§ **Material for the task**

········

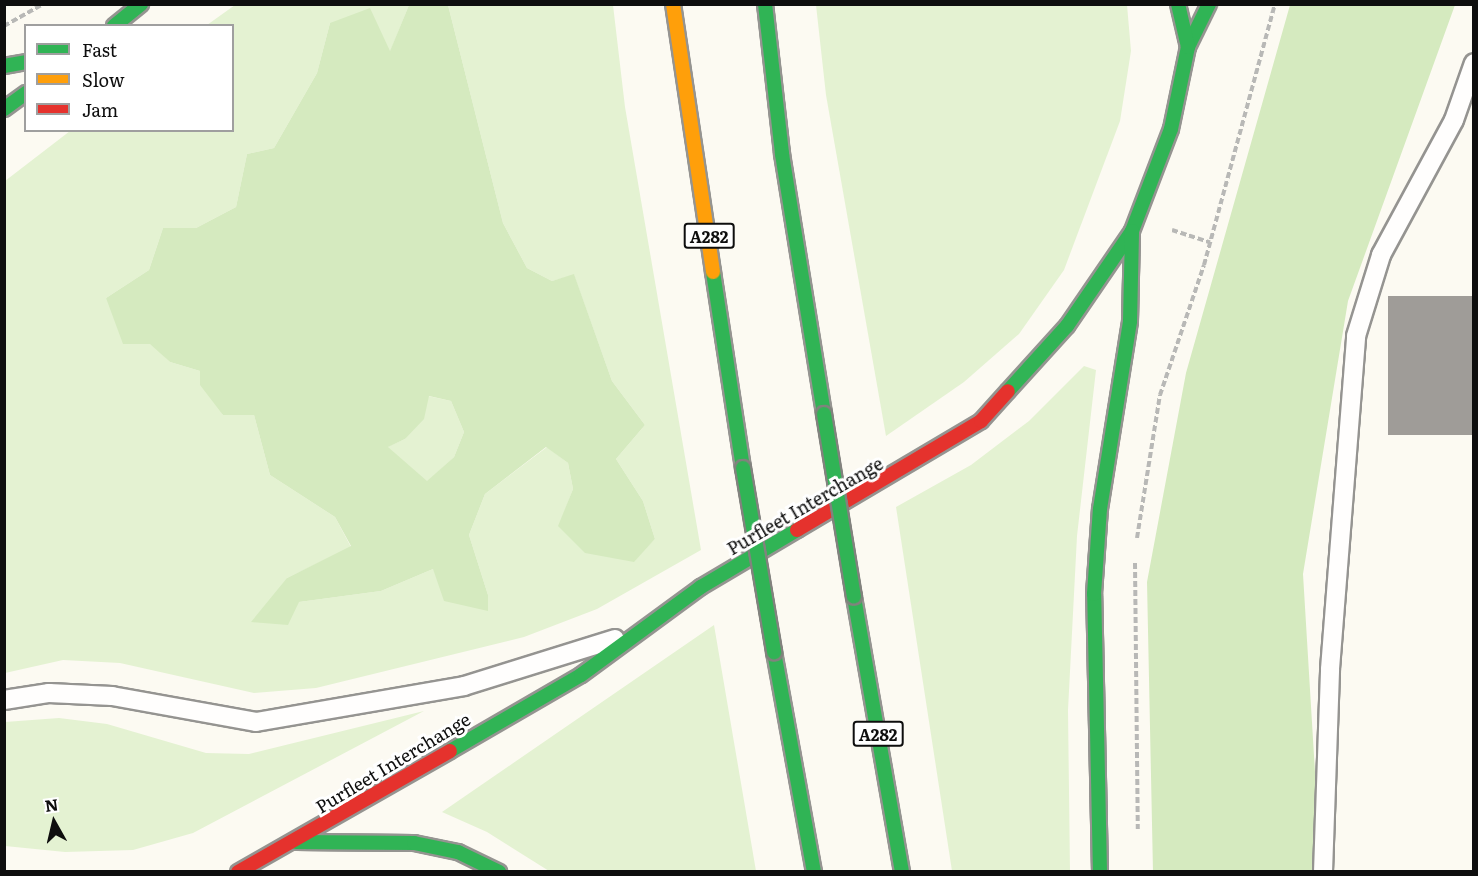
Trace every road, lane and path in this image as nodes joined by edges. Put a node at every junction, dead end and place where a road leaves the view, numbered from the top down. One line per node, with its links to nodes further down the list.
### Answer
1 (43, 4): 9 (path)
2 (141, 4): 8 (main road)
3 (673, 4): 23 (main road, A282, bridge)
4 (765, 4): 24 (main road, A282, bridge)
5 (1178, 4): 10 (main road, Purfleet Interchange)
6 (1209, 4): 10 (main road)
7 (1275, 4): 19 (path)
8 (116, 24)
9 (4, 26)
10 (1188, 47): 16 (main road, Purfleet Interchange)
11 (24, 62): 13 (main road)
12 (1473, 63): 26 (lane)
13 (4, 66)
14 (24, 94): 15 (main road)
15 (4, 109)
16 (1132, 231): 17 (main road, Purfleet Interchange); 25 (main road)
17 (631, 634): 18 (lane); 20 (main road, Purfleet Interchange)
18 (4, 700)
19 (1138, 838)
20 (296, 842): 21 (main road, Purfleet Interchange); 22 (main road)
21 (238, 872)
22 (499, 872)
23 (814, 872)
24 (902, 872)
25 (1100, 872)
26 (1323, 872)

········

§ **How to complete this task**
Retype each entry above character for character; pictures stay out.

§ **Answer to the exercise**
Trace every road, lane and path in this image as nodes joined by edges. Put a node at every junction, dead end and place where a road leaves the view, numbered from the top down. One line per node, with its links to nodes further down the list.
### Answer
1 (43, 4): 9 (path)
2 (141, 4): 8 (main road)
3 (673, 4): 23 (main road, A282, bridge)
4 (765, 4): 24 (main road, A282, bridge)
5 (1178, 4): 10 (main road, Purfleet Interchange)
6 (1209, 4): 10 (main road)
7 (1275, 4): 19 (path)
8 (116, 24)
9 (4, 26)
10 (1188, 47): 16 (main road, Purfleet Interchange)
11 (24, 62): 13 (main road)
12 (1473, 63): 26 (lane)
13 (4, 66)
14 (24, 94): 15 (main road)
15 (4, 109)
16 (1132, 231): 17 (main road, Purfleet Interchange); 25 (main road)
17 (631, 634): 18 (lane); 20 (main road, Purfleet Interchange)
18 (4, 700)
19 (1138, 838)
20 (296, 842): 21 (main road, Purfleet Interchange); 22 (main road)
21 (238, 872)
22 (499, 872)
23 (814, 872)
24 (902, 872)
25 (1100, 872)
26 (1323, 872)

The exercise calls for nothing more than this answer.